Jean-Marie HEYLIGEN

1961 Ath (BE)

Jean-Marie Heylighen is een alround artiest Hij is een expert voor wat betreft pastel, olieverf, acrylverf, gravures en voor deze tentoonstelling, sculpturen. Jean-Marie kiest zorgvuldig zowel het hout uit dat hij zal kerven als de vorm, dewelke hij over het algemeen respecteert.
Over het algemeen bekleedt Jean-Marie het hout, zodat je het soms zelfs niet meer kan zien. Zo heeft hij een aantal sculpturen gemaakt die volledig zijn bekleed met lood, waaraan touwen zijn toegevoegd als haar, nagels, metalen platen, veren en andere zaken die hij als decoratief beschouwt, maar die wel een betekenis hebben. Soms voltooit hij zijn sculpturen door nieuwe stukken hout toe te voegen die vaak gevaarlijk aan de hoofdstructuur zijn vastgemaakt, zoals armen, een boog of een schild.
Dankzij zowel Jean-Marie Heyligen als het zorgcentrum van Livémont werden een aantal sculpturen geschonken aan de Paul Duhem Stichting. We zijn verheugd een van deze nieuwe aanwinsten te tonen: een boomstam die nauwelijks is bewerkt, afgezien dan van enkele inserties met kiezels. Adembenemend!

Bruno Gérard, 2017

Sa première exposition personnelle a été organisée par la Galerie Koma, à Mons. Par ailleurs, son oeuvre a d’emblée séduit Michel Thévoz de la Collection de l’Art Brut, à Lausanne.
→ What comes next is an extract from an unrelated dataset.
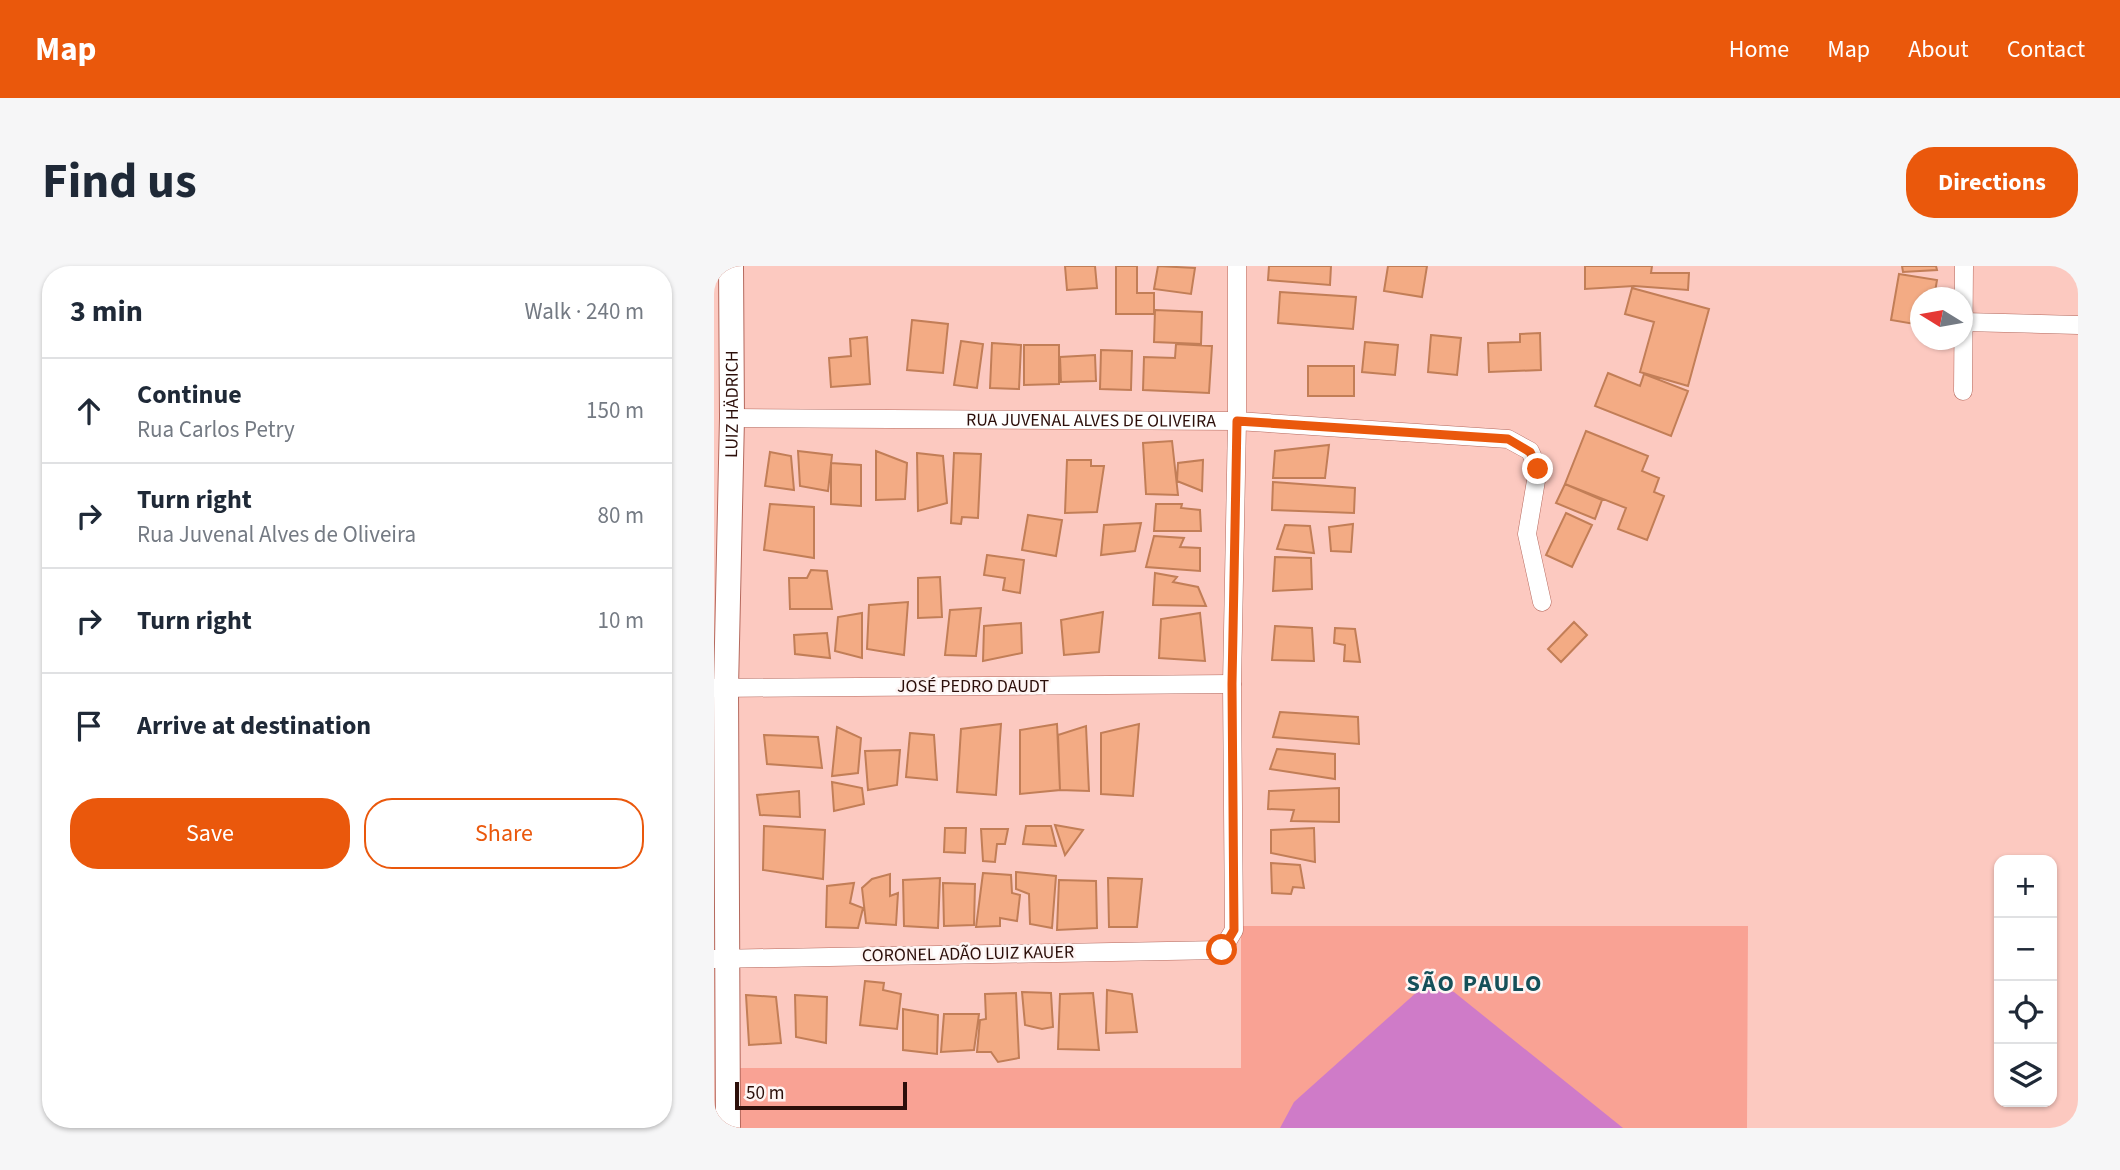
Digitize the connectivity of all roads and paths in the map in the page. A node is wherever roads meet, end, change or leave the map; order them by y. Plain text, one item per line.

Ses peintures surtout sont également conservées dans la Collection Outsider à Londres, au Musée de la Création Franche à Bègles, à l’art & marges musée à Bruxelles et au Madmusée à Liège.

Portrait vidéo (Chamb’art)

Portrait vidéo 2

Devant une reproduction de peinture d’un nu, il y eut sa question ou demande d’autorisation : “Je peux peindre un nu?”. Le résultat fut saisissant, il ne s’agissait pas seulement pour lui faire mais de comprendre la femme dans sa nudité, d’en faire l’inventaire, observer, imaginer sa complexité. Le résultat fut étrange, sans précédent : c’est un corps dépourvu de séduction et d’ésotérisme. La femme dans un réalisme cru. Le premier nu de Jean-Marie, c’est un fétiche d’une grande puissance positive et négative, le bien et le mal, c’est selon. Ou alors, une déesse préhistorique, un nu essentiel : des yeux, des seins, un sexe, bras et jambes sont superflus. C’est la cellule primaire. 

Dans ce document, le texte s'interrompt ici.